Below are some entries. Work out how many of their lines hold the word "lane", and write that number alone.

> Data to examine
------------------------------------------------------------------------

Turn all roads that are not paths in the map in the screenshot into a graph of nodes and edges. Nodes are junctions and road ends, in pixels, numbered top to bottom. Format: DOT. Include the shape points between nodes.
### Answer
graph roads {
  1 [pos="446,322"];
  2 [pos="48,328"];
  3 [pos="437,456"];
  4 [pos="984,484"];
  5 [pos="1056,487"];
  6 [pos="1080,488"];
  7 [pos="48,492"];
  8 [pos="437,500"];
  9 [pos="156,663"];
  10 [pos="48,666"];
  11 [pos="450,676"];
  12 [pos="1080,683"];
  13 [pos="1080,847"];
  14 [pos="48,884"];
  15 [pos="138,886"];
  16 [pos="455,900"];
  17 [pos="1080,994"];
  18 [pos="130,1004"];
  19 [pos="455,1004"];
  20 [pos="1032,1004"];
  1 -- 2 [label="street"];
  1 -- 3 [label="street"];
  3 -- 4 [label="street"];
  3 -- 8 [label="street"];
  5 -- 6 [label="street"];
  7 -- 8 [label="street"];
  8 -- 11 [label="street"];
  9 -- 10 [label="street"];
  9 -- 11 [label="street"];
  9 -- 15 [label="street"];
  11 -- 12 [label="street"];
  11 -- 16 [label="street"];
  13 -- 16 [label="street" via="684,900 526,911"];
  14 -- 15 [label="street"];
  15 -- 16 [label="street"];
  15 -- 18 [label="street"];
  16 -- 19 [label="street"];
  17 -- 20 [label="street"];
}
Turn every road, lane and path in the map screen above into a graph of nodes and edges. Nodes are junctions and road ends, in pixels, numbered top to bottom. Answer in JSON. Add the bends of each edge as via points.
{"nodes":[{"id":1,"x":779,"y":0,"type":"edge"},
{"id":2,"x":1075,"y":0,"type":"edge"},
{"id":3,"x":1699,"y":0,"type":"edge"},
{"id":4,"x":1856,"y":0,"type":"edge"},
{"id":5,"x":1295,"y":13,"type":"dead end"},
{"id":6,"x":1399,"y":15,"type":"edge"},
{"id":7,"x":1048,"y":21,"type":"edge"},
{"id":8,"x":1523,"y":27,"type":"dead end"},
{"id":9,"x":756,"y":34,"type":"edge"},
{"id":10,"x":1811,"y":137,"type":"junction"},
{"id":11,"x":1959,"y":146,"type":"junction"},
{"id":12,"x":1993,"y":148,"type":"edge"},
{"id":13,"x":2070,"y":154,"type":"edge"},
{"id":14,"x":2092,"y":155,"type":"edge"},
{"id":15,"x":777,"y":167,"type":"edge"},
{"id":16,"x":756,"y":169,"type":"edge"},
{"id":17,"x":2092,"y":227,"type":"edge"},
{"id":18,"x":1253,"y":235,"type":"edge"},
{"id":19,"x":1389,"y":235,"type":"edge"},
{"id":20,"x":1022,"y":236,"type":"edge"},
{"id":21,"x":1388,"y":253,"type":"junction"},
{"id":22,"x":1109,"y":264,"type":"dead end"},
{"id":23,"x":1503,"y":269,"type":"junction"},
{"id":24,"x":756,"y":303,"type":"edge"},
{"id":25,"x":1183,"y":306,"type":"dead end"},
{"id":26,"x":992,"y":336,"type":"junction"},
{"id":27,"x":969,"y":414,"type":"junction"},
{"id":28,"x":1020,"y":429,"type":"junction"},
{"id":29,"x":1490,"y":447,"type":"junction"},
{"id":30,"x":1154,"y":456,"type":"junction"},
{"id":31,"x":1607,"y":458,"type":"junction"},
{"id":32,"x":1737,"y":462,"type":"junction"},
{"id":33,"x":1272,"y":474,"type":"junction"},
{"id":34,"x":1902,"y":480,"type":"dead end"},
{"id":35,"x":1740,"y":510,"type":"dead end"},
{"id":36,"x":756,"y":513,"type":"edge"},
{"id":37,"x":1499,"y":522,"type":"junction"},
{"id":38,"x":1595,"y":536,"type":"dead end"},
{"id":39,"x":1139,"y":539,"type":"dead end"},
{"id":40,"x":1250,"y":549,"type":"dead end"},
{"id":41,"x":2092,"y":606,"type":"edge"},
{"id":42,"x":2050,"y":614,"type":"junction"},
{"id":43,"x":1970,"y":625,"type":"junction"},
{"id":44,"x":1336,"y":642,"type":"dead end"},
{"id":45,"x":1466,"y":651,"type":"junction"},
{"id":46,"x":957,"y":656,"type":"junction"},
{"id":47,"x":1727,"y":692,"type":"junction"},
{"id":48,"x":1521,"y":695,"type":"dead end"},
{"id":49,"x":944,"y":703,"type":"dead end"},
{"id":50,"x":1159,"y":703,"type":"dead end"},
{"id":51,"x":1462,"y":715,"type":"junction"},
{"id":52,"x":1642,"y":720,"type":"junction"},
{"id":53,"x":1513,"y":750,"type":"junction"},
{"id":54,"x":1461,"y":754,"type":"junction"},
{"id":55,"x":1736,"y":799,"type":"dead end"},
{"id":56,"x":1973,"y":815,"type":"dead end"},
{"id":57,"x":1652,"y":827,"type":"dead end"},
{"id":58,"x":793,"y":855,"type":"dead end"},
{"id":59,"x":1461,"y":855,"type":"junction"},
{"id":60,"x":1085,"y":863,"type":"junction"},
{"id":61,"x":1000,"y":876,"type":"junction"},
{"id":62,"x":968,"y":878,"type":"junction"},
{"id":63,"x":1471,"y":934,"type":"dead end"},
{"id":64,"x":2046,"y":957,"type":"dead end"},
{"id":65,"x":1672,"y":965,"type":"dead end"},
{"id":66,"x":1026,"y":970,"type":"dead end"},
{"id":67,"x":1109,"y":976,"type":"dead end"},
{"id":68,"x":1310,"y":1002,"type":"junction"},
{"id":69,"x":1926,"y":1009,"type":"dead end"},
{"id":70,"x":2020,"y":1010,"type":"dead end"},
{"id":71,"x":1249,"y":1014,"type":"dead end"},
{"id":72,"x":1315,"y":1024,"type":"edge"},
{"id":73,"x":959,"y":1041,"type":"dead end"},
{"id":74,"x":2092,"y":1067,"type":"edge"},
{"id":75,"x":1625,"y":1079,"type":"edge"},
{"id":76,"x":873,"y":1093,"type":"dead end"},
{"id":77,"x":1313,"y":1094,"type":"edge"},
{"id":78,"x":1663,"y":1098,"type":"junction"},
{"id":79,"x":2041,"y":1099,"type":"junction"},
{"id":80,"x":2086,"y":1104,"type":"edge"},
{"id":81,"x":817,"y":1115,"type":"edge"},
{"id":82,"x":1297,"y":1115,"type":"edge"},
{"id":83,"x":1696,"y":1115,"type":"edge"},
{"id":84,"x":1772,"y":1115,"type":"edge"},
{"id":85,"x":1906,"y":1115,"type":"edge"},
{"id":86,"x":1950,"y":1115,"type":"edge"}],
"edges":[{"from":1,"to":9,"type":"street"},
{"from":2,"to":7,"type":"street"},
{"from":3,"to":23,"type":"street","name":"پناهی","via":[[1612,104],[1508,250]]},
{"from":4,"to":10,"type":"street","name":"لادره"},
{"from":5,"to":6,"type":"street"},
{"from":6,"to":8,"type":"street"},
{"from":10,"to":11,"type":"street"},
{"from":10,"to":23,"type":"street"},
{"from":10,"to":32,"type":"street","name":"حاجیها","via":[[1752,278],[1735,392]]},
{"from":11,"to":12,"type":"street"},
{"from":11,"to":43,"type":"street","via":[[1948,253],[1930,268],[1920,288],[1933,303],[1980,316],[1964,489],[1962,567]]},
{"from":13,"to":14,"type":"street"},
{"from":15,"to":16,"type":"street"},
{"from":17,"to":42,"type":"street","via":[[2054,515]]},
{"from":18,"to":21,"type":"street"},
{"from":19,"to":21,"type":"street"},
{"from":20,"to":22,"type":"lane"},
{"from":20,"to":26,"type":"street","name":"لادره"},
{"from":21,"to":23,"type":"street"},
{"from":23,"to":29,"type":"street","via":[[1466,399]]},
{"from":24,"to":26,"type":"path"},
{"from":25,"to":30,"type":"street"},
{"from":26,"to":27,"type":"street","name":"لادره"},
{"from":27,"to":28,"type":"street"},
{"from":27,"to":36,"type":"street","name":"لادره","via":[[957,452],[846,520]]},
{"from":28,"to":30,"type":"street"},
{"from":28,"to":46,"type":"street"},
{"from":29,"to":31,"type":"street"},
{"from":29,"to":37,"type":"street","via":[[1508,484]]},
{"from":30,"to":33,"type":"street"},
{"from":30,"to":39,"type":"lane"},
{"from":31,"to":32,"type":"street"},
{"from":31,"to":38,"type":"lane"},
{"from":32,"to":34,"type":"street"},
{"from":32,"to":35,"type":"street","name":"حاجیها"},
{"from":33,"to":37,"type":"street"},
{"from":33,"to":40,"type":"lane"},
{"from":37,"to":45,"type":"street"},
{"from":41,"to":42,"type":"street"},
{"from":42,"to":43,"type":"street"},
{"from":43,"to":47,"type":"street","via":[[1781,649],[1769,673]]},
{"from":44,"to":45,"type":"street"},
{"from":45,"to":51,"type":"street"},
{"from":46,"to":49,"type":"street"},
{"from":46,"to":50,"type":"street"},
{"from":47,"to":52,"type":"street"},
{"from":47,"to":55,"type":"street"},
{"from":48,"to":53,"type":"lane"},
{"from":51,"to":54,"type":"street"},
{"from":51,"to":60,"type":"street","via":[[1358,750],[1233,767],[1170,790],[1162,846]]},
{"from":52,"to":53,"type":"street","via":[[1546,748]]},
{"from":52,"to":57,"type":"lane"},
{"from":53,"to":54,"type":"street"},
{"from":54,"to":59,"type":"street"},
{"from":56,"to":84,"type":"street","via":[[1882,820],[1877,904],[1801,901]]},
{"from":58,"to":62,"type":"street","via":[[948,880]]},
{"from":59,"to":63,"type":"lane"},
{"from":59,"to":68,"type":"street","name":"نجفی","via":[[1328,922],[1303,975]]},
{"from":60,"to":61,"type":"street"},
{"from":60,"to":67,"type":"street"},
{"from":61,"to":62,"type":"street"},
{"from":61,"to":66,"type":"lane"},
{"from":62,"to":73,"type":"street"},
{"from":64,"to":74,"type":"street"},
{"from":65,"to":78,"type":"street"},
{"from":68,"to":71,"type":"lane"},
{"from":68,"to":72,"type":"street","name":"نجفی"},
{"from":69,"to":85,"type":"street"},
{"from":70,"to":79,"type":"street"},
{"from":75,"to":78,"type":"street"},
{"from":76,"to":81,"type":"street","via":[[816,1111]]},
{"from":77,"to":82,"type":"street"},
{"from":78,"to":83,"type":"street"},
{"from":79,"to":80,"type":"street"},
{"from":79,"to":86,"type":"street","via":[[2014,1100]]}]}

------------------------------------------------------------------------

> Your response
10